Reading from the bottom up, the first 3 lines show consumer-4 going through the 
entire rebalance and getting partition-74 assigned, all before consumer-3 even 
joins the group in gen 640. So that all adds up so far. What seems odd to me is 
that we then see consumer-3 appear to "successfully join the group" AND 
"successfully sync the group" for that same generation, which should not be the 
case if it missed the rebalance entirely – it should fail on JoinGroup if it 
truly did not manage to join the gen 640 rebalance in time, and certainly 
should fail the SyncGroup. So that does seem weird to me

If you're able to reproduce this, could you try doing so with DEBUG logging 
enabled?

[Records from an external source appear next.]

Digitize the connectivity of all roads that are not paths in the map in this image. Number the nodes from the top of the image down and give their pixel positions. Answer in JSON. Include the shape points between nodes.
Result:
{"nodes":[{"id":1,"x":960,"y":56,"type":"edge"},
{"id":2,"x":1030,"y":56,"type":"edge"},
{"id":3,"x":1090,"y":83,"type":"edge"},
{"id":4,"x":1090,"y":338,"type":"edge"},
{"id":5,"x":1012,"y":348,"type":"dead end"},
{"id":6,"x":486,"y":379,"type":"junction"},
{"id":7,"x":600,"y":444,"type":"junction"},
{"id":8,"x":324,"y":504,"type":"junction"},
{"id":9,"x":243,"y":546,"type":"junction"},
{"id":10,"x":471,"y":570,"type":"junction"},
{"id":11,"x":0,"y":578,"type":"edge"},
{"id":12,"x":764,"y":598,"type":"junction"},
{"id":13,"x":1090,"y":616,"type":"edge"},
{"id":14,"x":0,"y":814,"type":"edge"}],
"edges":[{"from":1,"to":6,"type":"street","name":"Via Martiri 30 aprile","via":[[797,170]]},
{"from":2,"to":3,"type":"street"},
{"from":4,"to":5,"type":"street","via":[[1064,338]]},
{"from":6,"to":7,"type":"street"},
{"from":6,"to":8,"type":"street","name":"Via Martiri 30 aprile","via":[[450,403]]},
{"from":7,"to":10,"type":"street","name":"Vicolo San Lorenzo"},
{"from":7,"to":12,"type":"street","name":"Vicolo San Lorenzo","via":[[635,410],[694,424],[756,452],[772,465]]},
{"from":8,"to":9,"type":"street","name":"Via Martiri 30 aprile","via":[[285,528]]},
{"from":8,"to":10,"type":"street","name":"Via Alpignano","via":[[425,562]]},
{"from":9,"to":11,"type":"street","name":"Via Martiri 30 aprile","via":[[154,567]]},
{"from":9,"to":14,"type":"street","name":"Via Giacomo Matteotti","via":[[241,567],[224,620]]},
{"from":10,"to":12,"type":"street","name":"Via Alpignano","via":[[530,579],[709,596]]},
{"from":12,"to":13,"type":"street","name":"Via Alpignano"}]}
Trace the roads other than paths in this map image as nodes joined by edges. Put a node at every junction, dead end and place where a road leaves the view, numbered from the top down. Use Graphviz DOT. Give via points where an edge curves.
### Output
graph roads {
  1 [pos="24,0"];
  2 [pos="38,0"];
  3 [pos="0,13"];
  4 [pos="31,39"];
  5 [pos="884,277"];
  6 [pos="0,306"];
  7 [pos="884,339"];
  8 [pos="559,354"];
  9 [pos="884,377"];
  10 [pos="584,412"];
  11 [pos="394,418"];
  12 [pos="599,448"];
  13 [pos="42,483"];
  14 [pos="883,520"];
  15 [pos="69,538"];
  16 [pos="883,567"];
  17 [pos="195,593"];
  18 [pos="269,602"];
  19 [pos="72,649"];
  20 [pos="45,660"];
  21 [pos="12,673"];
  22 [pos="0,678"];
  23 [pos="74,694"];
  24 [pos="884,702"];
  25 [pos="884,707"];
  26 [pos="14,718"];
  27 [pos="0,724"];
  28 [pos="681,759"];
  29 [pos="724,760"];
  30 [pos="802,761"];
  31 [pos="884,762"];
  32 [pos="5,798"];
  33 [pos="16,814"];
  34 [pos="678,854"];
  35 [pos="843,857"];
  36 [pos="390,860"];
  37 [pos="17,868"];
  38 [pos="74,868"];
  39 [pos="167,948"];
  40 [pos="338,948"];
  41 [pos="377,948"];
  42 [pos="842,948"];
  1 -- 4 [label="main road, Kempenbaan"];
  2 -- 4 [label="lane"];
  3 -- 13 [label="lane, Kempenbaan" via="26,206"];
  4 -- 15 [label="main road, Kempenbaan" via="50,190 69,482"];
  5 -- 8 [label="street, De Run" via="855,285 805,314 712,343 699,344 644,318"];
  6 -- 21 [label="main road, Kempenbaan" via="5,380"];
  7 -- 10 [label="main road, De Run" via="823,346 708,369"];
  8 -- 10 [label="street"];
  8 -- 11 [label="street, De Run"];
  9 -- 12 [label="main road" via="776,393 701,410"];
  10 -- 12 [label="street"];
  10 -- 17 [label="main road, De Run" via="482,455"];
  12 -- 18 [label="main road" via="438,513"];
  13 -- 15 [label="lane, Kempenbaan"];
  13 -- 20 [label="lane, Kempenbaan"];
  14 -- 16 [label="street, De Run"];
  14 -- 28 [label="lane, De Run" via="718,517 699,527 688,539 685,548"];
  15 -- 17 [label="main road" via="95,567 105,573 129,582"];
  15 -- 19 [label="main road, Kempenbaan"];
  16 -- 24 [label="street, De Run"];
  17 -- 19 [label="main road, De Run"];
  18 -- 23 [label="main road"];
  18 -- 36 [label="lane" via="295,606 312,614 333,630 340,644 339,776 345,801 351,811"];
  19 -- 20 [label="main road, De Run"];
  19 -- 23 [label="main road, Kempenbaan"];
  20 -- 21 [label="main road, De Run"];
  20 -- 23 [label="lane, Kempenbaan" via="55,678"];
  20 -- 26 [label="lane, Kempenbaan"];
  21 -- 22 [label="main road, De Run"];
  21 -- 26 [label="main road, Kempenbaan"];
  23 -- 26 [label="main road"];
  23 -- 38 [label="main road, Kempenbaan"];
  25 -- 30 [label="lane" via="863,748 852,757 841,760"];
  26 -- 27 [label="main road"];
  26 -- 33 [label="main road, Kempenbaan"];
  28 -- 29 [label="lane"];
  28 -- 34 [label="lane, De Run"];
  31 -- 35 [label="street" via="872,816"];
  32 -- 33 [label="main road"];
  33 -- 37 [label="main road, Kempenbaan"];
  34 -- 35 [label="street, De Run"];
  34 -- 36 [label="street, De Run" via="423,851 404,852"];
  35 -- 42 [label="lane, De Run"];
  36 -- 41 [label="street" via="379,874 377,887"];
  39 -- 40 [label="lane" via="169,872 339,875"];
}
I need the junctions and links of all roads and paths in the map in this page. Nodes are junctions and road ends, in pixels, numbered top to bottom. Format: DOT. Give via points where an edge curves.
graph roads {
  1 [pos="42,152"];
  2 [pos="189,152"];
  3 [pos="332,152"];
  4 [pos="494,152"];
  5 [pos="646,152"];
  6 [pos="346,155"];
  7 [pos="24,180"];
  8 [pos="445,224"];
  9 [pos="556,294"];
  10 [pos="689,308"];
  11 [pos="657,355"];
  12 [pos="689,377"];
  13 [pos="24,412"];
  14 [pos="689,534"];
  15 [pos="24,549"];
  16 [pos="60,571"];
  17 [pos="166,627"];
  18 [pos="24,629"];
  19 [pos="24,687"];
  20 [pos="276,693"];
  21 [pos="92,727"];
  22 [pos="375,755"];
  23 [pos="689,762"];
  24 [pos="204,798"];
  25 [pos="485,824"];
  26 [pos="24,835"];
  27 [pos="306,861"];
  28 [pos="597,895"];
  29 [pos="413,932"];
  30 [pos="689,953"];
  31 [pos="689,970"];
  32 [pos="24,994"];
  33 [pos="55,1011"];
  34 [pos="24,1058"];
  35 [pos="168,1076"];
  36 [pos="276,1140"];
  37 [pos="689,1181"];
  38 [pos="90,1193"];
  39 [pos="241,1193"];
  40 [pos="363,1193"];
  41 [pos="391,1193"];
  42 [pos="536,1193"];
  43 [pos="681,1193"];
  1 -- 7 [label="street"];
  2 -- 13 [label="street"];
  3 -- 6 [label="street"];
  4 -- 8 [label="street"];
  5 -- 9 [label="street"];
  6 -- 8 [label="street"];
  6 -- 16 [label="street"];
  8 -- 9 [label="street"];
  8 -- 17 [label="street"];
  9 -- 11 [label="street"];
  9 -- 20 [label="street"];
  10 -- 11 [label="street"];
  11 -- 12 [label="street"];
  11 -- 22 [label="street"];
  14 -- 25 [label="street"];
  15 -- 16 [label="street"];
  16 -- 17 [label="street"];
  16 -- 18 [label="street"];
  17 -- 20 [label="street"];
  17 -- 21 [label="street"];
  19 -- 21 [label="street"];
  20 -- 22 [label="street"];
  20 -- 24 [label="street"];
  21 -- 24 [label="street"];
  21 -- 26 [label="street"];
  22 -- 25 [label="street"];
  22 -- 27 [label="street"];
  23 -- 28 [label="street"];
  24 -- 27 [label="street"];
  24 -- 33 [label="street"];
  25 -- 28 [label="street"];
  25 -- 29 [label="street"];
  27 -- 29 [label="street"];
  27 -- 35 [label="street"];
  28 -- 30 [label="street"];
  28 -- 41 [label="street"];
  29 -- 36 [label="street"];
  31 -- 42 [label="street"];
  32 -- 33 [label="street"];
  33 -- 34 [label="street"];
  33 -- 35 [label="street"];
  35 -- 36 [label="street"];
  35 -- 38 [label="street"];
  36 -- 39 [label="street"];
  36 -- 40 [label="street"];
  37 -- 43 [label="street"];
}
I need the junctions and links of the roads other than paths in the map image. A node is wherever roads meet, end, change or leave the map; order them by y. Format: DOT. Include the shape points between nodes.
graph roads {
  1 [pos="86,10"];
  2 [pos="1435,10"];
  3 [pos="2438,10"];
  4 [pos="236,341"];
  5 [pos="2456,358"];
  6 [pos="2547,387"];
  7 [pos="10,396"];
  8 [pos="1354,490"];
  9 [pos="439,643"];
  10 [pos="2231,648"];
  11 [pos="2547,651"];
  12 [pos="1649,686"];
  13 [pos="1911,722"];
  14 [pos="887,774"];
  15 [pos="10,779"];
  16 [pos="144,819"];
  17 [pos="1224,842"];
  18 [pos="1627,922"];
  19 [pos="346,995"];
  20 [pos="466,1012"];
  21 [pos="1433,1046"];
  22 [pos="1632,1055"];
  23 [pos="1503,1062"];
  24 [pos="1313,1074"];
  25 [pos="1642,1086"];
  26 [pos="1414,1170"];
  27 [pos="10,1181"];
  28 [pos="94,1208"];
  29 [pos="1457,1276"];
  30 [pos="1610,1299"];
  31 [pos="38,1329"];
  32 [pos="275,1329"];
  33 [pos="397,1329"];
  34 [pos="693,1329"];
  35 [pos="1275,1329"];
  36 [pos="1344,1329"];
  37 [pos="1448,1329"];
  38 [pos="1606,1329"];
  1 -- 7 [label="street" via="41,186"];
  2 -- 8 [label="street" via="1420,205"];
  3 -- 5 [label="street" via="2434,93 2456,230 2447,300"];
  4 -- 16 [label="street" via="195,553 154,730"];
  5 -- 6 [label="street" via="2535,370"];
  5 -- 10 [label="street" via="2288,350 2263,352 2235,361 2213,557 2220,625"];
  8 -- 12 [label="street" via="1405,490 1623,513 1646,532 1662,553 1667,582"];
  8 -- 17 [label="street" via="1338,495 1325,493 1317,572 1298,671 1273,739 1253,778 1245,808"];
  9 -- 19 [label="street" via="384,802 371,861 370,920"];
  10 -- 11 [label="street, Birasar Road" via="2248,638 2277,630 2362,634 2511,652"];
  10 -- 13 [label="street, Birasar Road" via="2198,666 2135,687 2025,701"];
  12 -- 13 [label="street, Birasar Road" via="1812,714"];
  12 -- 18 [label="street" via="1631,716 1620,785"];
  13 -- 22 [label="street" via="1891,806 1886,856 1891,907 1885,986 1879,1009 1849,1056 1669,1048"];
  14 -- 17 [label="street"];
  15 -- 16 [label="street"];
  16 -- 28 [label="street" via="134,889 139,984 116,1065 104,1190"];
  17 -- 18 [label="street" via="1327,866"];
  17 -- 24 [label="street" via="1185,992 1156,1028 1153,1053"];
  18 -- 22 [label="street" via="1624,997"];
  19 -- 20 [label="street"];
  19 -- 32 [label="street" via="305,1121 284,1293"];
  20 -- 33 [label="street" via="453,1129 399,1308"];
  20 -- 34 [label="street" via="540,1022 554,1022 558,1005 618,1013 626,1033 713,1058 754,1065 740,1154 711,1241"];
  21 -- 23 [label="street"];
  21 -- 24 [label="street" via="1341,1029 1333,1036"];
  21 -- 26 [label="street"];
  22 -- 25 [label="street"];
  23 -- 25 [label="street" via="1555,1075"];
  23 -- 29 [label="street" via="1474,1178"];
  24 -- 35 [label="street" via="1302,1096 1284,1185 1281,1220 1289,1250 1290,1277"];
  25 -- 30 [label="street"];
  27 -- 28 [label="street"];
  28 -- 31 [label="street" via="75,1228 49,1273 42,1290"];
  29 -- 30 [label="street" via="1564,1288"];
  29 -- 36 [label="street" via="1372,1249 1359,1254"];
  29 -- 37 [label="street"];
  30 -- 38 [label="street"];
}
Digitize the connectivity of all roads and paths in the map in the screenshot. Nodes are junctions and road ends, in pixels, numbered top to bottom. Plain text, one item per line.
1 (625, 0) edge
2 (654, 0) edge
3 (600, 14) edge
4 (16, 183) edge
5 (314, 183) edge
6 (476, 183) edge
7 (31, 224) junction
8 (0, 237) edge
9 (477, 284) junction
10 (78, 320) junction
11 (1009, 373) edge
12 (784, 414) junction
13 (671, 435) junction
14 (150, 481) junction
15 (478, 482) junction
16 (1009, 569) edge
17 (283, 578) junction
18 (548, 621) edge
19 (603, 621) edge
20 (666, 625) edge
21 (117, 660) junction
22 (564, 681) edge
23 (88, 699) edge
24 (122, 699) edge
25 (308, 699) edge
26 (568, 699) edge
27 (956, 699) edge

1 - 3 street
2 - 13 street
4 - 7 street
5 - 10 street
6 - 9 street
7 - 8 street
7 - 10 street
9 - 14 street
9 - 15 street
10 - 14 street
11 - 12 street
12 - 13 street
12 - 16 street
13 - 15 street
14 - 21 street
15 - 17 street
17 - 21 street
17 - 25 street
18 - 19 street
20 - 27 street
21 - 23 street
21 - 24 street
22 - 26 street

In the meantime, I might be able to make more sense of what's going on 
if you can upload the full logs over this period of time

> Kafka CooperativeStickyAssignor revokes/assigns partition in one rebalance 
> cycle
> --------------------------------------------------------------------------------
>
>                 Key: KAFKA-14639
>                 URL: https://issues.apache.org/jira/browse/KAFKA-14639
>             Project: Kafka
>          Issue Type: Bug
>          Components: clients, consumer
>    Affects Versions: 3.2.1
>            Reporter: Bojan Blagojevic
>            Priority: Major
>
> I have an application that runs 6 consumers in parallel. I am getting some 
> unexpected results when I use {{{}CooperativeStickyAssignor{}}}. If I 
> understand the mechanism correctly, if the consumer looses partition in one 
> rebalance cycle, the partition should be assigned in the next rebalance cycle.
> This assumption is based on the 
> [RebalanceProtocol|https://kafka.apache.org/31/javadoc/org/apache/kafka/clients/consumer/ConsumerPartitionAssignor.RebalanceProtocol.html]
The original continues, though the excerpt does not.